Advances in technology have helped to eliminate many potential causes of injury to mothers and babies during the labor and delivery process. However, delivering a child can still present many medical challenges. This is true even for women who have made it through their entire pregnancy healthy and without any issues. One complication that medical advances have not eliminated does not arise until just seconds before the delivery is complete. This complication, named shoulder dystocia, is an obstetrical complication which is encountered after the baby’s head has already delivered. If shoulder dystocia occurs and is not properly managed by the delivering medical team, the infant can suffer severe and permanent injuries in those last seconds of delivery.

Doctors, midwives, and obstetrical nursing staff are all trained to perform a shoulder dystocia delivery in a manner that would best protect the baby from injury. However, for any number of reasons, there are times when medical mistakes are made when a shoulder dystocia arises. Medical error in a shoulder dystocia delivery can leave a child with permanent nerve and spinal cord injuries. If you believe your child has suffered injury as a result of a shoulder dystocia delivery you should consult the experienced birth injury attorneys at Raynes Lawn Hehmeyer to investigate the circumstances of the delivery and your child’s injury.

What Is Infant Shoulder Dystocia?

Dystocia literally means a difficult birth.  Shoulder dystocia means a difficult birth caused by the baby’s shoulder. Shoulder dystocia occurs just before the baby is fully delivered. The baby’s head has exited the birth canal (come out of the vagina), but the baby’s shoulder gets caught behind the mother’s pubic bone near the end of the birth canal. With the shoulder stuck, the shoulders and the rest of the baby’s body do not deliver. After the baby’s head has come out, it may be pulled back into the birth canal because of tension from the stuck shoulder, which is described “turtling” or “turtle syndrome” referring to a turtle sticking its head in and out of its shell. With the baby’s head out, but the remainder of the body stuck in the birth canal near the outlet, the umbilical cord can be compressed which will compromise the baby’s oxygen supply.  For this reason, shoulder dystocia is considered an obstetrical emergency. While an emergency, it is recognized that the healthcare provider has several minutes to relieve the dystocia before the baby will suffer injury from lack of oxygen.

Several different techniques or maneuvers have been designed to relieve the stuck or “impacted” shoulder and safely deliver the baby well within those time parameters. These techniques which are often used in combinations, are designed to do one of two things: change the angle of the mother’s birth canal and/or change the position of the baby’s shoulders.

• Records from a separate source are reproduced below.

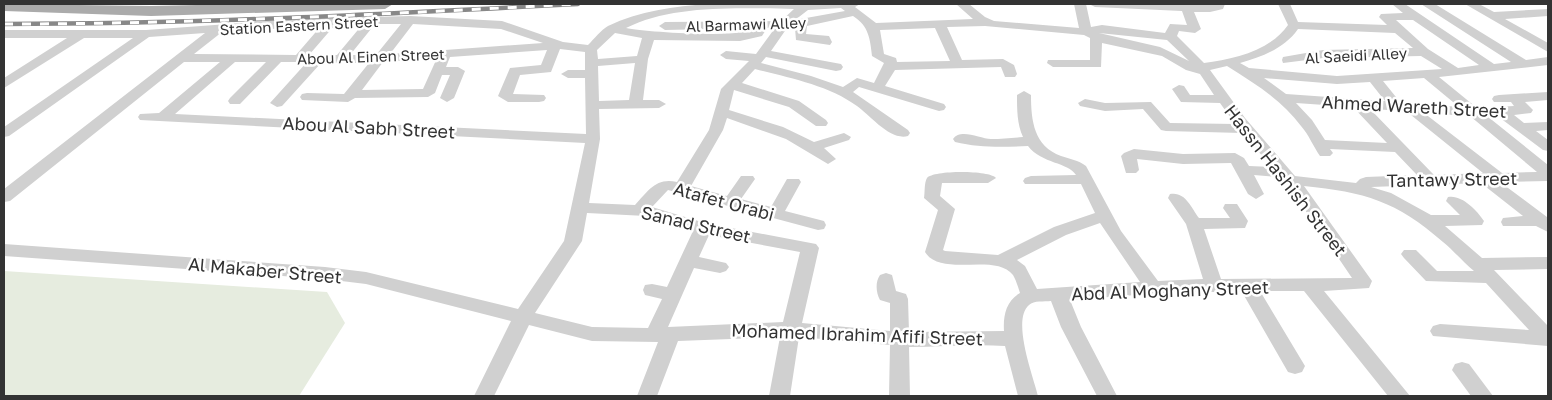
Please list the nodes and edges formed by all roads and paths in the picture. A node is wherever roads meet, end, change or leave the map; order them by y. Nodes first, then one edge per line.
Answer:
1 (385, 4) edge
2 (842, 4) edge
3 (962, 4) edge
4 (1080, 4) edge
5 (1095, 4) edge
6 (1219, 4) edge
7 (1284, 4) edge
8 (1398, 4) edge
9 (1427, 4) edge
10 (1471, 4) edge
11 (1533, 4) edge
12 (297, 5) edge
13 (4, 6) edge
14 (254, 6) edge
15 (805, 6) junction
16 (1159, 6) edge
17 (1187, 6) edge
18 (183, 7) edge
19 (855, 8) edge
20 (1548, 8) edge
21 (1548, 12) edge
22 (1415, 16) junction
23 (1493, 16) junction
24 (410, 20) junction
25 (372, 21) junction
26 (331, 22) junction
27 (986, 22) junction
28 (764, 23) junction
29 (784, 24) junction
30 (801, 24) junction
31 (939, 24) junction
32 (1294, 25) junction
33 (665, 26) dead end
34 (1352, 27) junction
35 (875, 28) junction
36 (1396, 28) junction
37 (612, 29) junction
38 (217, 30) junction
39 (858, 31) dead end
40 (1548, 32) edge
41 (4, 34) edge
42 (24, 34) junction
43 (146, 34) junction
44 (1525, 34) junction
45 (80, 35) junction
46 (1091, 35) junction
47 (649, 36) junction
48 (1170, 37) junction
49 (435, 39) dead end
50 (826, 42) dead end
51 (4, 46) edge
52 (558, 46) junction
53 (1548, 48) edge
54 (1424, 52) junction
55 (1377, 53) junction
56 (445, 54) junction
57 (428, 55) junction
58 (726, 55) dead end
59 (182, 58) junction
60 (232, 58) junction
61 (277, 58) junction
62 (299, 58) junction
63 (379, 58) junction
64 (317, 59) junction
65 (340, 59) junction
66 (642, 59) junction
67 (758, 59) junction
68 (1288, 60) dead end
69 (1548, 61) edge
70 (592, 62) junction
71 (1053, 63) dead end
72 (1231, 63) junction
73 (1524, 64) junction
74 (958, 65) junction
75 (889, 66) junction
76 (836, 67) dead end
77 (1492, 68) junction
78 (1202, 69) junction
79 (438, 71) junction
80 (1246, 72) junction
81 (1456, 72) junction
82 (568, 74) dead end
83 (1010, 74) dead end
84 (1427, 74) junction
85 (1374, 77) junction
86 (4, 84) edge
87 (732, 84) junction
88 (877, 88) junction
89 (1179, 89) dead end
90 (844, 93) junction
91 (351, 94) junction
92 (1024, 95) dead end
93 (1548, 96) edge
94 (307, 97) dead end
95 (447, 98) dead end
96 (539, 98) dead end
97 (1285, 98) junction
98 (1222, 99) junction
99 (234, 101) dead end
100 (277, 103) dead end
101 (1085, 103) dead end
102 (1357, 103) junction
103 (660, 104) dead end
104 (594, 105) junction
105 (635, 105) junction
106 (1500, 105) junction
107 (939, 107) dead end
108 (1403, 107) junction
109 (721, 112) junction
110 (1472, 112) junction
111 (1194, 116) dead end
112 (145, 117) dead end
113 (162, 118) junction
114 (820, 123) dead end
115 (1548, 126) edge
116 (1522, 127) junction
117 (1204, 128) junction
118 (1246, 129) junction
119 (903, 132) dead end
120 (4, 133) edge
121 (844, 137) dead end
122 (593, 139) junction
123 (960, 139) dead end
124 (1034, 141) junction
125 (814, 147) junction
126 (1548, 147) edge
127 (1400, 148) junction
128 (828, 160) dead end
129 (1131, 170) dead end
130 (1243, 170) junction
131 (1548, 175) edge
132 (1288, 176) junction
133 (988, 178) dead end
134 (1492, 178) junction
135 (746, 179) dead end
136 (1085, 179) junction
137 (1430, 180) junction
138 (1031, 181) dead end
139 (793, 182) dead end
140 (11, 185) edge
141 (681, 188) junction
142 (1360, 189) junction
143 (1256, 194) dead end
144 (4, 197) edge
145 (1176, 198) dead end
146 (1454, 201) dead end
147 (731, 202) junction
148 (581, 208) junction
149 (1232, 208) dead end
150 (640, 210) junction
151 (775, 214) junction
152 (1103, 216) junction
153 (1426, 220) junction
154 (1509, 222) dead end
155 (1194, 223) junction
156 (1545, 224) edge
157 (818, 225) dead end
158 (703, 228) junction
159 (4, 250) edge
160 (1410, 254) dead end
161 (689, 261) junction
162 (1002, 261) junction
163 (1548, 263) edge
164 (1477, 264) junction
165 (720, 267) dead end
166 (1490, 277) junction
167 (886, 279) dead end
168 (1214, 286) junction
169 (1248, 286) junction
170 (1310, 286) junction
171 (1154, 288) junction
172 (652, 290) dead end
173 (1058, 294) junction
174 (674, 295) junction
175 (1031, 296) junction
176 (523, 317) junction
177 (1540, 321) edge
178 (791, 328) junction
179 (1440, 331) dead end
180 (663, 334) junction
181 (899, 339) junction
182 (1013, 339) junction
183 (1548, 339) edge
184 (1295, 366) dead end
185 (1462, 370) dead end
186 (484, 396) edge
187 (647, 396) edge
188 (779, 396) edge
189 (898, 396) edge
190 (1028, 396) edge
191 (1107, 396) edge
192 (1400, 396) edge
193 (1483, 396) edge

1 - 12 main road
2 - 15 street
2 - 19 street
3 - 27 street
4 - 46 street
5 - 16 street
6 - 17 street
7 - 32 street
8 - 22 street
9 - 73 street
10 - 23 street
11 - 20 street
12 - 14 main road
13 - 18 main road
14 - 18 main road
15 - 29 street
15 - 37 street
16 - 17 street
17 - 48 street
19 - 30 street, Al Barmawi Alley
19 - 35 street
21 - 23 street
22 - 36 street
22 - 77 street
23 - 44 street
24 - 25 street, Station Eastern Street
24 - 52 street, Station Eastern Street
24 - 63 street
25 - 26 street, Station Eastern Street
25 - 65 street
26 - 38 street, Station Eastern Street
26 - 62 street
27 - 31 street
27 - 46 street
28 - 29 street, Al Barmawi Alley
28 - 33 street, Al Barmawi Alley
28 - 47 street
29 - 30 street, Al Barmawi Alley
29 - 67 street
30 - 50 street
31 - 35 street
31 - 74 street
32 - 34 street
32 - 72 street
34 - 36 street
34 - 55 street
35 - 39 street
35 - 75 street
36 - 54 street
37 - 47 street
37 - 70 street
38 - 43 street, Station Eastern Street
38 - 59 street
40 - 44 street
41 - 42 street, Station Eastern Street
42 - 45 street, Station Eastern Street
42 - 51 street
43 - 45 street, Station Eastern Street
43 - 120 street
44 - 53 street
45 - 86 street
46 - 48 street
46 - 71 street
46 - 78 street
47 - 66 street
48 - 78 street, Hassn Hashish Street
49 - 57 street
52 - 56 street, Abou Al Einen Street
52 - 70 street, Station Eastern Street
52 - 96 street
54 - 55 street, Al Saeidi Alley
54 - 81 street
55 - 68 street, Al Saeidi Alley
56 - 57 street, Abou Al Einen Street
56 - 79 street
57 - 63 street, Abou Al Einen Street
58 - 67 street
59 - 60 street, Abou Al Einen Street
59 - 140 street
60 - 61 street, Abou Al Einen Street
60 - 113 street
61 - 62 street, Abou Al Einen Street
61 - 99 street
62 - 64 street, Abou Al Einen Street
63 - 65 street, Abou Al Einen Street
63 - 91 street
64 - 65 street, Abou Al Einen Street
64 - 100 street
66 - 70 street
66 - 105 street
67 - 76 street
67 - 87 street
67 - 90 street
69 - 73 street
70 - 82 street
70 - 104 street
72 - 78 street
72 - 80 street
73 - 77 street
74 - 75 street
74 - 83 street
75 - 88 street
77 - 81 street
78 - 98 street, Hassn Hashish Street
79 - 91 street
79 - 95 street
80 - 85 street
80 - 97 street
81 - 84 street
84 - 85 street
84 - 110 street
85 - 108 street
87 - 109 street
87 - 114 street
88 - 90 street
88 - 107 street
89 - 98 street
90 - 119 street
91 - 94 street
92 - 124 street
93 - 106 street, Ahmed Wareth Street
97 - 102 street, Ahmed Wareth Street
97 - 127 street
98 - 118 street, Hassn Hashish Street
101 - 117 street
102 - 108 street, Ahmed Wareth Street
102 - 127 street
103 - 105 street
104 - 105 street
104 - 122 street
106 - 110 street, Ahmed Wareth Street
106 - 116 street
108 - 110 street, Ahmed Wareth Street
108 - 134 street
109 - 125 street
109 - 141 street
110 - 131 street
111 - 117 street
112 - 113 street, Abou Al Sabh Street
113 - 122 street, Abou Al Sabh Street
115 - 116 street
116 - 126 street
117 - 118 street
118 - 132 street, Hassn Hashish Street
121 - 125 street
122 - 148 street
123 - 124 street
124 - 136 street
125 - 128 street
127 - 137 street
129 - 130 street
130 - 132 street
130 - 143 street
131 - 134 street, Tantawy Street
132 - 142 street
132 - 170 street, Hassn Hashish Street
133 - 162 street
134 - 137 street, Tantawy Street
134 - 156 street
135 - 147 street
136 - 138 street
136 - 152 street
137 - 142 street, Tantawy Street
139 - 151 street
140 - 144 street
141 - 147 street, Atafet Orabi
141 - 150 street, Atafet Orabi
142 - 153 street
145 - 155 street
146 - 153 street
147 - 151 street, Atafet Orabi
148 - 150 street, Sanad Street
148 - 176 street
149 - 155 street
150 - 158 street, Sanad Street
151 - 157 street, Atafet Orabi
152 - 162 street
152 - 171 street
153 - 164 street
154 - 156 street
155 - 168 street
158 - 161 street
158 - 178 street, Sanad Street
159 - 176 street, Al Makaber Street
160 - 166 street
161 - 165 street
161 - 174 street
162 - 175 street
163 - 164 street
164 - 166 street
166 - 177 street
167 - 181 street
168 - 169 street, Abd Al Moghany Street
168 - 171 street, Abd Al Moghany Street
169 - 170 street, Abd Al Moghany Street
169 - 184 street
170 - 192 street
171 - 173 street, Abd Al Moghany Street
172 - 174 street
173 - 175 street, Abd Al Moghany Street
173 - 191 street
174 - 180 street
175 - 182 street
176 - 180 street, Mohamed Ibrahim Afifi Street
176 - 186 street
177 - 183 street
178 - 180 street, Mohamed Ibrahim Afifi Street
178 - 181 street, Mohamed Ibrahim Afifi Street
178 - 188 street
179 - 183 street
180 - 187 street
181 - 182 street, Mohamed Ibrahim Afifi Street
181 - 189 street
182 - 190 street
185 - 193 street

The angle of the birth canal is changed by adjusting the mother’s position on the bed and pulling her legs back to flex her pelvis at a different angle.  One way to change the baby’s shoulder position entails a nurse or other healthcare provider literally pushing on the mother’s lower abdomen in the area of her pubic bone to try to push the baby’s shoulder under and passed the pubic bone.  Other techniques involve the delivering doctor or midwife reaching it to sweep the baby’s shoulder free, rotating the baby’s shoulders, and delivering the bottom, not stuck, shoulder first to relieve the dystocia. Frequently, an incision into the mother’s perineum (known as an “episiotomy”) is also made, or extended, to increase the size of the vaginal opening to facilitate these maneuvers and the delivery. 

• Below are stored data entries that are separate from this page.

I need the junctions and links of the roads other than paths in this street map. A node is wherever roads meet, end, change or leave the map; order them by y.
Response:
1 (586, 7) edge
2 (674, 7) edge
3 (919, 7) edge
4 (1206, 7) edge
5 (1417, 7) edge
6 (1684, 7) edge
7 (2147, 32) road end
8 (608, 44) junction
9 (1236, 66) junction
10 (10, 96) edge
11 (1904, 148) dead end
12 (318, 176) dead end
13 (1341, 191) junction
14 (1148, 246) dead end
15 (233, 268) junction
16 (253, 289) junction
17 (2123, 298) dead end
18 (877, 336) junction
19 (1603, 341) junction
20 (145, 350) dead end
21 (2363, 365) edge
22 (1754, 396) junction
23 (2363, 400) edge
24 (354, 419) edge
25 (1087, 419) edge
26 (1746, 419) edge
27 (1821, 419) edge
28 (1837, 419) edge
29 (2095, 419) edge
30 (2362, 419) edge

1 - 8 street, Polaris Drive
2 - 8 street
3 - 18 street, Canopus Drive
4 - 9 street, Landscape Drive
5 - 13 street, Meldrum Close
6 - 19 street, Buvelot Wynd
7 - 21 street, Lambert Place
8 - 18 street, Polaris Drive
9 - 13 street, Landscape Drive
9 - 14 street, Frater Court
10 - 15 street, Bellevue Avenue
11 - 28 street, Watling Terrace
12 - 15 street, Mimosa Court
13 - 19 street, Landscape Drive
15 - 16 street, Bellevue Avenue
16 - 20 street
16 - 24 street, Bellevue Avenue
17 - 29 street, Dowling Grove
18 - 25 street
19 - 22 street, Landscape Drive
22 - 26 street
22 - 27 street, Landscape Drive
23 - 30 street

Risk Factors for Infant Shoulder Dystocia

In most instances there is no advanced warning that a delivery will be complicated by shoulder dystocia.  However, there are certain conditions and findings that increase the likelihood that a shoulder dystocia may occur. Some of the more common risk factors include maternal diabetes, maternal obesity, and fetal macrosomia (baby large for gestational age).  However, other risk factors can also increase the chance of shoulder dystocia, including:

  • Shoulder dystocia delivery with past pregnancy
  • Estimate fetal weight greater than 8 lbs. 13 oz. (4500 grams)
  • Small or abnormal maternal pelvis
  • Maternal obesity
  • Maternal gestational diabetes
  • Failure of labor to progress or arrest of descent
  • Instrument assisted (forceps or vacuum extractor) delivery

In most instances, shoulder dystocia is unpredictable, therefore, it is not common to perform a C-section delivery solely to avoid a potential shoulder dystocia. However, under some circumstances because of the pre-labor risk factors and/or because the labor is not properly progressing, the medical standard of care would require performing a C-section rather than a vaginal delivery.  If the standards of care called for an operative delivery rather than a riskier vaginal delivery, and a C-section was not performed, the doctor may be held responsible for any injuries that occur during the vaginal delivery.  Much more commonly however, a shoulder dystocia could not be reasonable expected, and the sole medical/legal issue is whether the dystocia was properly addressed when encountered.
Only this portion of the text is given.